Par lettre du 18 octobre 2000, le ministre de l’Education nationale informa Monsieur SAYAD de ce que « la décision d’équivalence requise dans le cas présent est prise par le ministre de l’Education nationale, de la Formation Professionnelle et des Sports sur la base de la Convention européenne relative à l’équivalence des diplômes donnant accès aux établissements universitaires, signée à Paris le 11 décembre 1953 et ratifiée par la loi luxembourgeoise du 13 décembre 1954. Le Maroc n’ayant pas signé cette convention, le ministre de l’Education nationale ne dispose d’aucune base légale ni réglementaire pour arrêter la reconnaissance d’un diplôme délivré par le Maroc ».

Le 26 octobre 2000, Monsieur SAYAD s’adressa une nouvelle fois au ministre de l’Education nationale afin d’obtenir « la mise en place d’une procédure d’homologation de [son] baccalauréat », demande qui fut rencontrée par une décision négative datée du 6 novembre 2000, par laquelle le prédit ministre confirma qu’il ne pourrait pas procéder à la reconnaissance du diplôme marocain, étant donné qu’il ne disposerait d’aucune base légale ni réglementaire pour ce faire.

Par requête déposée le 16 janvier 2001, Monsieur SAYAD a introduit un recours en annulation contre la décision ministérielle précitée du 6 novembre 2000.

Comme unique moyen à l’appui de son recours, le demandeur fait valoir que la décision méconnaîtrait « l’article 52 du traité CE, devenu après modification, l’article 43 CE, qui doit être interprété en ce sens que, lorsque dans une situation non régie par une directive relative à la reconnaissance mutuelle des diplômes, un ressortissant communautaire présente une demande d’autorisation d’exercer une profession dont l’accès est, selon, la législation nationale, subordonnée à la possession d’un diplôme ou d’une qualification professionnelle, ou encore à des périodes d’expérience pratique, les autorités compétentes de l’Etat membre concerné sont tenues de prendre en considération l’ensemble des diplômes, certificats et autres titres, ainsi que l’expérience pertinente de l’intéressé, en procédant à une comparaison entre, d’une part, les compétences attestées par ces titres et cette expérience, et, d’autre part, les connaissances et qualifications exigées par la législation nationale ».

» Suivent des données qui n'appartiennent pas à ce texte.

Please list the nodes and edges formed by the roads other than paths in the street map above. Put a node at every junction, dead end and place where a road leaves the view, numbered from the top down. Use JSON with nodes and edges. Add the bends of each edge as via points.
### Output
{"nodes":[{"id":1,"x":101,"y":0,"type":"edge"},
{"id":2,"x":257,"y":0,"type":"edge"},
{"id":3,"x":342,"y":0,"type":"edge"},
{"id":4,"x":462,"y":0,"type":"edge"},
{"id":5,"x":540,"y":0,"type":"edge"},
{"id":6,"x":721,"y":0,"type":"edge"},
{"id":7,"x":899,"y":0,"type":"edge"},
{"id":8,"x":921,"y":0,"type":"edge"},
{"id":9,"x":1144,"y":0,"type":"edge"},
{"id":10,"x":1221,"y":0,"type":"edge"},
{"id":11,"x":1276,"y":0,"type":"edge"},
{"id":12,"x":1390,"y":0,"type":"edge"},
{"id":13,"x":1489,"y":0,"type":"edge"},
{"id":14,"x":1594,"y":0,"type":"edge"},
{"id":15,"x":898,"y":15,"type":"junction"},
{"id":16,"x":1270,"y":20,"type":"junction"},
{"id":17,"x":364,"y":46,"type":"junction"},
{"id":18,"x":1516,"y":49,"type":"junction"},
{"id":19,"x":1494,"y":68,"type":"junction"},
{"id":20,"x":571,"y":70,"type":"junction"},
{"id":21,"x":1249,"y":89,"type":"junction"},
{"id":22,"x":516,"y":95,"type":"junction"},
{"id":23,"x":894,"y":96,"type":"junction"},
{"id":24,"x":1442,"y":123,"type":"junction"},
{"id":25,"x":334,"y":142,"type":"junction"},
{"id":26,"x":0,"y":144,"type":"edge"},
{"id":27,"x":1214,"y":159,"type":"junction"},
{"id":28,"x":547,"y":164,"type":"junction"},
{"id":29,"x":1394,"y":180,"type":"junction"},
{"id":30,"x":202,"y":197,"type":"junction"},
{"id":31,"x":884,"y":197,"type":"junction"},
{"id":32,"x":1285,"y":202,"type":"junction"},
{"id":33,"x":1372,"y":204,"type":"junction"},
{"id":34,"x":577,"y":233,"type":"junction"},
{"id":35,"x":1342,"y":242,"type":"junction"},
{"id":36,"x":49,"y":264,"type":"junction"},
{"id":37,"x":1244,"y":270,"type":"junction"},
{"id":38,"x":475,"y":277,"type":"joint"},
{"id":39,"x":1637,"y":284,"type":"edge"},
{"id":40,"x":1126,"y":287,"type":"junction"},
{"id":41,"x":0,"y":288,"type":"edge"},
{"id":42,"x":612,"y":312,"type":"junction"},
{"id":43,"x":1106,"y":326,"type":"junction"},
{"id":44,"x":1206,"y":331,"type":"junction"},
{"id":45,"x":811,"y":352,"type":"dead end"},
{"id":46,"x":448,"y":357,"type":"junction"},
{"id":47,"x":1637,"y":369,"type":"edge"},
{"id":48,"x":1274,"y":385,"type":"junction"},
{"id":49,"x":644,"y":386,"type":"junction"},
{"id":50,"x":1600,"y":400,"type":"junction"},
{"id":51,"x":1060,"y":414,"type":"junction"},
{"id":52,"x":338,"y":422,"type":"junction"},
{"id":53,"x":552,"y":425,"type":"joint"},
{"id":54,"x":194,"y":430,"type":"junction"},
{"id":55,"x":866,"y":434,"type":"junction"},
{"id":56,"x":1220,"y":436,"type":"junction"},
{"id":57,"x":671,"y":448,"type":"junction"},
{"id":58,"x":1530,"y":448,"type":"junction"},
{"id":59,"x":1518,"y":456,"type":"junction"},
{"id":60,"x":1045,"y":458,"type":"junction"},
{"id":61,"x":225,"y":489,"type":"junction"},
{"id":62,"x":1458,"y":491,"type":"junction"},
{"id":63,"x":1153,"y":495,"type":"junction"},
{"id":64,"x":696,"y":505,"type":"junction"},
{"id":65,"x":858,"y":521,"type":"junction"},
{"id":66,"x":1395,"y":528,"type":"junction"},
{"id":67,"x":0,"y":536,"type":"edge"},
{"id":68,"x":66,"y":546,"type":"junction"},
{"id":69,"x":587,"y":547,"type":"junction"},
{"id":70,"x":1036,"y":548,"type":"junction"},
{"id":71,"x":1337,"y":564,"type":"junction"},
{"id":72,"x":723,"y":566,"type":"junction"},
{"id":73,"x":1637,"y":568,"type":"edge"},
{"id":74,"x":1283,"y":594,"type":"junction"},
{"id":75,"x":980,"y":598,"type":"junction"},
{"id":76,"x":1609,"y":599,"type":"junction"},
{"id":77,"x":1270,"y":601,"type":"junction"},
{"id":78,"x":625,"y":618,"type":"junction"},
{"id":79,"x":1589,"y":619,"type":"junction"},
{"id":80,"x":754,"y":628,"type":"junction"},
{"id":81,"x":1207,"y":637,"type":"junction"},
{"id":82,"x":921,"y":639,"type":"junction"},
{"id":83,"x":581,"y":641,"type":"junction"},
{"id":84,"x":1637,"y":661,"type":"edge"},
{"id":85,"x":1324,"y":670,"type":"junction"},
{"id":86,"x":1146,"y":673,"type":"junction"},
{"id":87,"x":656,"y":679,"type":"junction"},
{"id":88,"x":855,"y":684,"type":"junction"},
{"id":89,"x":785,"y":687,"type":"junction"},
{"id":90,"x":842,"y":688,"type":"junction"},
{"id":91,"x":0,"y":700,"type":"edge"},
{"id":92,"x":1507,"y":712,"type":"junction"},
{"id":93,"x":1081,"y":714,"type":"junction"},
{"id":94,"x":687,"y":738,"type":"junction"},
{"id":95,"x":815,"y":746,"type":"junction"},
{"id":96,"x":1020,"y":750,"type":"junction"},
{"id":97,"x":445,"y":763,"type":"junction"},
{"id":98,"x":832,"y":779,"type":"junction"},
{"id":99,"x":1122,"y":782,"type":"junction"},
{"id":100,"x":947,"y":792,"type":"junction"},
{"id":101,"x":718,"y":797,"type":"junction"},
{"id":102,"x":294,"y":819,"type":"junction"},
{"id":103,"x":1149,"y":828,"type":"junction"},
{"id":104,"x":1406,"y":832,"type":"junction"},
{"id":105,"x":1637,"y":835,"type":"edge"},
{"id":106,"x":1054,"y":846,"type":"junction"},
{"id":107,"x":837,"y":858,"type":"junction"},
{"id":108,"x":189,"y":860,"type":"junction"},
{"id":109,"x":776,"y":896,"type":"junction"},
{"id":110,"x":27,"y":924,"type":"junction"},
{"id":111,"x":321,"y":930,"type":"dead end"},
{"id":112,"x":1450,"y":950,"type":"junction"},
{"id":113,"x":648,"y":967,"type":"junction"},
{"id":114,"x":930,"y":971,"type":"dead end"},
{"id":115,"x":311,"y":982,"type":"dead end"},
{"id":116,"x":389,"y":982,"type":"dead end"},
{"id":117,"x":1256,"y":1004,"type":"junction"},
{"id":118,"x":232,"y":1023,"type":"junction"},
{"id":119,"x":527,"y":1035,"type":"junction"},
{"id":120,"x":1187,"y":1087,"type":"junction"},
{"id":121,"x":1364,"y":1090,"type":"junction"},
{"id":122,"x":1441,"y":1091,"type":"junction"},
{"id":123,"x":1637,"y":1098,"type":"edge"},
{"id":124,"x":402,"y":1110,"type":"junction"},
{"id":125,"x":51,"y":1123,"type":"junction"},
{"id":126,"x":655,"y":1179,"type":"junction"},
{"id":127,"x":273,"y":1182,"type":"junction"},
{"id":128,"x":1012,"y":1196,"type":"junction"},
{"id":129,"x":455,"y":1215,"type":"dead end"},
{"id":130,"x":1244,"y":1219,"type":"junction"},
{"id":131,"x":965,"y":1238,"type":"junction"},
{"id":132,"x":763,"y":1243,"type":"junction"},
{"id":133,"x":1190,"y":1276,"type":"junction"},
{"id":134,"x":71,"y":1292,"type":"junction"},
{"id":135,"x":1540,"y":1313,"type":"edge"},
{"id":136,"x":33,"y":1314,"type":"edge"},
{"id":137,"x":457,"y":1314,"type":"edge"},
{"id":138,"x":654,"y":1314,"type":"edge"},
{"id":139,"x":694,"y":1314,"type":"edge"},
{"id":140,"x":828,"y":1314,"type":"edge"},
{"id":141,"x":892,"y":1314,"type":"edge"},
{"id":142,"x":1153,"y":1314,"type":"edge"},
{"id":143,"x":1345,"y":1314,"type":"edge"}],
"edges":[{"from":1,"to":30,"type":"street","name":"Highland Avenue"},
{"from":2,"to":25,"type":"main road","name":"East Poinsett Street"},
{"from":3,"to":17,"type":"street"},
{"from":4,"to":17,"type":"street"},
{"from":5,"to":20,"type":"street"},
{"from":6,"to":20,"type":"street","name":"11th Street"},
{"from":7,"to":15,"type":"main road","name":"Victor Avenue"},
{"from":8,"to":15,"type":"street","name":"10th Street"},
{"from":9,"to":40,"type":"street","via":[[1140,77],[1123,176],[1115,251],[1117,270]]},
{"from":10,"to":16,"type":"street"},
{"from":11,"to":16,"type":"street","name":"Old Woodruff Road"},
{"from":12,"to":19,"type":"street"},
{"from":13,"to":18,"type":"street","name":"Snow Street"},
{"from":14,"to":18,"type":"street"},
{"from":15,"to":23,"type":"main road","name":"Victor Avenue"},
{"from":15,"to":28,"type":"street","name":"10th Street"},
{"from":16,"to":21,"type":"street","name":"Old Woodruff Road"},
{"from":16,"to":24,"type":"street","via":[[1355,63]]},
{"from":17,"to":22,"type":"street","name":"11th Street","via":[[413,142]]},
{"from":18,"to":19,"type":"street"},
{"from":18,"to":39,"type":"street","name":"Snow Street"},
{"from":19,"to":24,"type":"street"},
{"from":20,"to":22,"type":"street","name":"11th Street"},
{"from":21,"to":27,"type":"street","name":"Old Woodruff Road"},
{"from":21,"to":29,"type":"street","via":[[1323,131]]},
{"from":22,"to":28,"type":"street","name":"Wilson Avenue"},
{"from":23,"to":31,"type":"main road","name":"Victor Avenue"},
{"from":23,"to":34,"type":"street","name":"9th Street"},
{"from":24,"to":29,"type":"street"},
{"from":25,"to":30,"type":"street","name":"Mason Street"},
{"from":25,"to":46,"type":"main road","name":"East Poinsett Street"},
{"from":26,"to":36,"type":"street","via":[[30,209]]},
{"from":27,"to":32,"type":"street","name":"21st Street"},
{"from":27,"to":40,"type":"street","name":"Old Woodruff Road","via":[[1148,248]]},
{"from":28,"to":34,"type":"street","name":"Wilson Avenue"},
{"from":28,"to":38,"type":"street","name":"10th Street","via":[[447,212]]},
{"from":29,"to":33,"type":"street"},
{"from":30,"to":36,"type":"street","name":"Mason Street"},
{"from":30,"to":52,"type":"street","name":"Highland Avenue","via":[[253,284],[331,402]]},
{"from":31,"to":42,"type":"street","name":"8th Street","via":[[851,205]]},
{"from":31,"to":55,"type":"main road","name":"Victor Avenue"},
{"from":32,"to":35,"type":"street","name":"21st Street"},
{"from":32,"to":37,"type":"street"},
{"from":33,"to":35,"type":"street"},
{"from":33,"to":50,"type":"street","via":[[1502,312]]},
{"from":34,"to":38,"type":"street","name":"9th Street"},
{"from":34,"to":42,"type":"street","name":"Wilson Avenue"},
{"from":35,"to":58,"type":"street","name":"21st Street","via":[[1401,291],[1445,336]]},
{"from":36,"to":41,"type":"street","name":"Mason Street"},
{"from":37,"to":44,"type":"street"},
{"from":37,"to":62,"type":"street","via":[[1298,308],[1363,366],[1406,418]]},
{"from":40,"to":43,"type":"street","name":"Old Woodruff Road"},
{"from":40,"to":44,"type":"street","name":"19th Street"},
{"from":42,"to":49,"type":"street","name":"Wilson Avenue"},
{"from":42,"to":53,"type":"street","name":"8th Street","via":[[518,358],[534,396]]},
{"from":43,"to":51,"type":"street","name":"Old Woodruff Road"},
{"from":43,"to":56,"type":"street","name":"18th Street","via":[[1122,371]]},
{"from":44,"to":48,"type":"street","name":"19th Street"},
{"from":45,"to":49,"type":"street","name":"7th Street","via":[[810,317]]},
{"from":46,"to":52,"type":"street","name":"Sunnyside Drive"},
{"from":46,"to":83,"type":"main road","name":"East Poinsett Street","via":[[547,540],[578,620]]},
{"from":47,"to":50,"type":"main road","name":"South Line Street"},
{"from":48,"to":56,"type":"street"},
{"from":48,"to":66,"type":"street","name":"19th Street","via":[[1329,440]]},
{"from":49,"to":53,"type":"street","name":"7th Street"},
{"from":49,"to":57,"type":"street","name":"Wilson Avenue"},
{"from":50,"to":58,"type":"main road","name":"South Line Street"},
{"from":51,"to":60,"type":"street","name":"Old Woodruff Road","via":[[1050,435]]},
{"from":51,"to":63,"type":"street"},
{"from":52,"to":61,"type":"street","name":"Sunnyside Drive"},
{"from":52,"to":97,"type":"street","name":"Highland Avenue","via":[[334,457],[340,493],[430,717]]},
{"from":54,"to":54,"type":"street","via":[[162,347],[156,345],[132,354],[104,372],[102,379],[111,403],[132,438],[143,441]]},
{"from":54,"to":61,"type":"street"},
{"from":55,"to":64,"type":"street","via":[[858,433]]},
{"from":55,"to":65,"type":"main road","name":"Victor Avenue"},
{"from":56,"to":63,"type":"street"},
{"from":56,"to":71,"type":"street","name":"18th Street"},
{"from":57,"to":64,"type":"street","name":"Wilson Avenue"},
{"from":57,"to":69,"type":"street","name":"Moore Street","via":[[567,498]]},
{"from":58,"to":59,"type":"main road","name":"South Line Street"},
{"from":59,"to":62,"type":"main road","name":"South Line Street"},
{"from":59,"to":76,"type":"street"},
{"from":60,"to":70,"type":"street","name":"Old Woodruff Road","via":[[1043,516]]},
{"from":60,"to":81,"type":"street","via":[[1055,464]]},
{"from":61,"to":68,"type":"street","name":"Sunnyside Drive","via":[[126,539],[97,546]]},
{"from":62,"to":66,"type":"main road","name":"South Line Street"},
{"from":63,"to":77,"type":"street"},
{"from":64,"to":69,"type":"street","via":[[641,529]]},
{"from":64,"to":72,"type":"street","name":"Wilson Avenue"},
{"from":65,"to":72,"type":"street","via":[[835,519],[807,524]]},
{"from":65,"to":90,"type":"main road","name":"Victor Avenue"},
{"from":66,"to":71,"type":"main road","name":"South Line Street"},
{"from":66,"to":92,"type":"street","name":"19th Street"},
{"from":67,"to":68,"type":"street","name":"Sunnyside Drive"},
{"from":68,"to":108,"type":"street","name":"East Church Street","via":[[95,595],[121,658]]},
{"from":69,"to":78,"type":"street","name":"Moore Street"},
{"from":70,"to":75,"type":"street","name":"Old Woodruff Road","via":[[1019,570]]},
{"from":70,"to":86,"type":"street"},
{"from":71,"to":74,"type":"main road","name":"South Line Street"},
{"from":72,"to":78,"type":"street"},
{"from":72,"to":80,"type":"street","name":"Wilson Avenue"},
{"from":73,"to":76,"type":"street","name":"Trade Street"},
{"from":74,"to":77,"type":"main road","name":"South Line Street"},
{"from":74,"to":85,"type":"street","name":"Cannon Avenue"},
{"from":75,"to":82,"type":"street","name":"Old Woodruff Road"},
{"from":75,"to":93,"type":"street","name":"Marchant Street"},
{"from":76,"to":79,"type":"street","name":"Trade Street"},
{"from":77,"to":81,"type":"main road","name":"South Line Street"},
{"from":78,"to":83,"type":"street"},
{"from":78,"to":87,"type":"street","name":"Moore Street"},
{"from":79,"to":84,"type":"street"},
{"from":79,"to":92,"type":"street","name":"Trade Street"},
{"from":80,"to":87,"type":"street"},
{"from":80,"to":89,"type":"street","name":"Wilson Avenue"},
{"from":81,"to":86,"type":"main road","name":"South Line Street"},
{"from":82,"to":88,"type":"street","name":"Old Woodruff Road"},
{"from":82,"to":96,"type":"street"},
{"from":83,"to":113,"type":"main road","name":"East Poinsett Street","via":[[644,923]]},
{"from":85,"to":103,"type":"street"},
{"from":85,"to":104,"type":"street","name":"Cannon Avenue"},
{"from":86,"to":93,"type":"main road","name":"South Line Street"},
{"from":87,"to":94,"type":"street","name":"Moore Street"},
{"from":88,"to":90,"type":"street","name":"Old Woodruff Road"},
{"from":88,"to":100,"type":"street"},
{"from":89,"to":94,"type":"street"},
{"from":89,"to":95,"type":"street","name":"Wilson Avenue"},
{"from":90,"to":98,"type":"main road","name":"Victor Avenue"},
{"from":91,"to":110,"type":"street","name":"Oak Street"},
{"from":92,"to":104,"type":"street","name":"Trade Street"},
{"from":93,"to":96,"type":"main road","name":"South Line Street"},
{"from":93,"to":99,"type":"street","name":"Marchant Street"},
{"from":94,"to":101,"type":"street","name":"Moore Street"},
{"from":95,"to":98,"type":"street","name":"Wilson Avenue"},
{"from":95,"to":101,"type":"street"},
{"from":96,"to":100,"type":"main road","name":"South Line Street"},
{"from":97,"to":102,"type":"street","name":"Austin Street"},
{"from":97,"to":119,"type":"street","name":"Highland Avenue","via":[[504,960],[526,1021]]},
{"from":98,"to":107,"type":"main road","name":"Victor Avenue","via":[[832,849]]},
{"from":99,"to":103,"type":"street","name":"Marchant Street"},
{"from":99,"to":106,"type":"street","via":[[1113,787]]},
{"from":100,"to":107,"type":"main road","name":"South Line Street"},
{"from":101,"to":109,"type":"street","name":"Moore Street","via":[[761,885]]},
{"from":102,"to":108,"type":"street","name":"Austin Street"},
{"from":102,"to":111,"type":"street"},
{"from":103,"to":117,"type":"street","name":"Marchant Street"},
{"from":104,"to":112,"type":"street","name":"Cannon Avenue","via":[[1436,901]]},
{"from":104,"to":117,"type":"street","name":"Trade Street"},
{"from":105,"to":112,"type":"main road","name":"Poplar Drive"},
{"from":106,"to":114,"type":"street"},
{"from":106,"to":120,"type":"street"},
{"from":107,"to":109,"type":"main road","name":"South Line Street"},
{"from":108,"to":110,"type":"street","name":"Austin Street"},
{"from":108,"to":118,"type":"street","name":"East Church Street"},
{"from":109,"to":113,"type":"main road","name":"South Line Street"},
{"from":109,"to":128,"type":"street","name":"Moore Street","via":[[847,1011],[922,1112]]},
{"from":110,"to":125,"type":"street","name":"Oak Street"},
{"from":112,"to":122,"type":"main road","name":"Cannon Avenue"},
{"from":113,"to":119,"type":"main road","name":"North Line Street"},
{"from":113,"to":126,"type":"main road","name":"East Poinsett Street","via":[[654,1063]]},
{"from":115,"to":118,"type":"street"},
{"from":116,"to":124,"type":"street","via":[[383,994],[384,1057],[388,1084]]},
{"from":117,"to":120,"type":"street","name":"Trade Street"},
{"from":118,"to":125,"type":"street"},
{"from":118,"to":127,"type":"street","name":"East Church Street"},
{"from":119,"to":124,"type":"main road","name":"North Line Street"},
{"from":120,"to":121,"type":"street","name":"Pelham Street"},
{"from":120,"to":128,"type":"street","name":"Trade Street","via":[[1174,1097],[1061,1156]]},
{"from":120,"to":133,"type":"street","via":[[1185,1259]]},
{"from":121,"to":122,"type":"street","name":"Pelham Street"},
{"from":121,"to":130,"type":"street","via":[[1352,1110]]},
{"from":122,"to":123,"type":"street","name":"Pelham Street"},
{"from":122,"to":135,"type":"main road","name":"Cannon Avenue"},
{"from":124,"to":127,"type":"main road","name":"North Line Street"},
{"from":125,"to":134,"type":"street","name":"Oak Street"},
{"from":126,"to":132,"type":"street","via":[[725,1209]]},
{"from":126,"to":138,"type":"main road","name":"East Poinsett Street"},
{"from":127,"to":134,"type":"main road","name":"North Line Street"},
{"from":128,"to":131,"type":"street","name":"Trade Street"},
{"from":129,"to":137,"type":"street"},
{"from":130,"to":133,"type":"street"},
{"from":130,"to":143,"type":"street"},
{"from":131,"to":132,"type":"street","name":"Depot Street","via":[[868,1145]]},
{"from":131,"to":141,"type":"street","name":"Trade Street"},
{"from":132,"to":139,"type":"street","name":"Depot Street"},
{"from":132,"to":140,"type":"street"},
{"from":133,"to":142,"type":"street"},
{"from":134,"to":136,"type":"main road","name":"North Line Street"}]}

Le demandeur fait préciser dans ce contexte que les autorités françaises auraient reconnu le diplôme marocain du baccalauréat lors de l’attribution du diplôme de spécialité en pédiatrie et de la délivrance de l’autorisation d’exercer la médecine en France.

Il conclut de ce qui précède que la décision ministérielle attaquée serait dépourvue de toute base légale et serait partant à annuler.

Il demande finalement l’allocation d’une indemnité de procédure sur base de l’article 240 du nouveau code de procédure civile.

Le délégué du gouvernement fait valoir, d’une part, que le demandeur, qui base son recours sur l’article 43 du traité CE relatif à la liberté d’établissement à l’intérieur de l’Union Européenne, n’aurait pas établi qu’il est un ressortissant européen et, d’autre part, que le recours ne contiendrait aucun élément concret quant à une profession que le demandeur entendrait exercer au Luxembourg.

Il estime que le refus ministériel serait motivé à suffisance de droit par le fait que le Maroc n’est pas signataire de la Convention européenne relative à l’équivalence des diplômes donnant accès aux établissements universitaires, signée à Paris le 11 décembre 1953 et ratifiée par la loi luxembourgeoise du 13 décembre 1954, dénommée ci-après la « Convention de Paris », et qu’il n’existerait donc pas de base légale pour accorder l’équivalence demandée.

Dans son mémoire en réplique, le demandeur fait préciser qu’il serait de nationalité française, qu’en date du 5 juin 1990, il aurait obtenu un diplôme de l’université de Rennes 2 attestant des études spéciales en pédiatrie et puériculture, que par arrêté ministériel du 29 mars 2000, le gouvernement français l’aurait autorisé à exercer la médecine en France et que depuis le 14 avril 2000, il serait admis par le conseil départemental de l’Ordre des Médecins de la Moselle à faire état de la qualité de médecin spécialiste en pédiatrie.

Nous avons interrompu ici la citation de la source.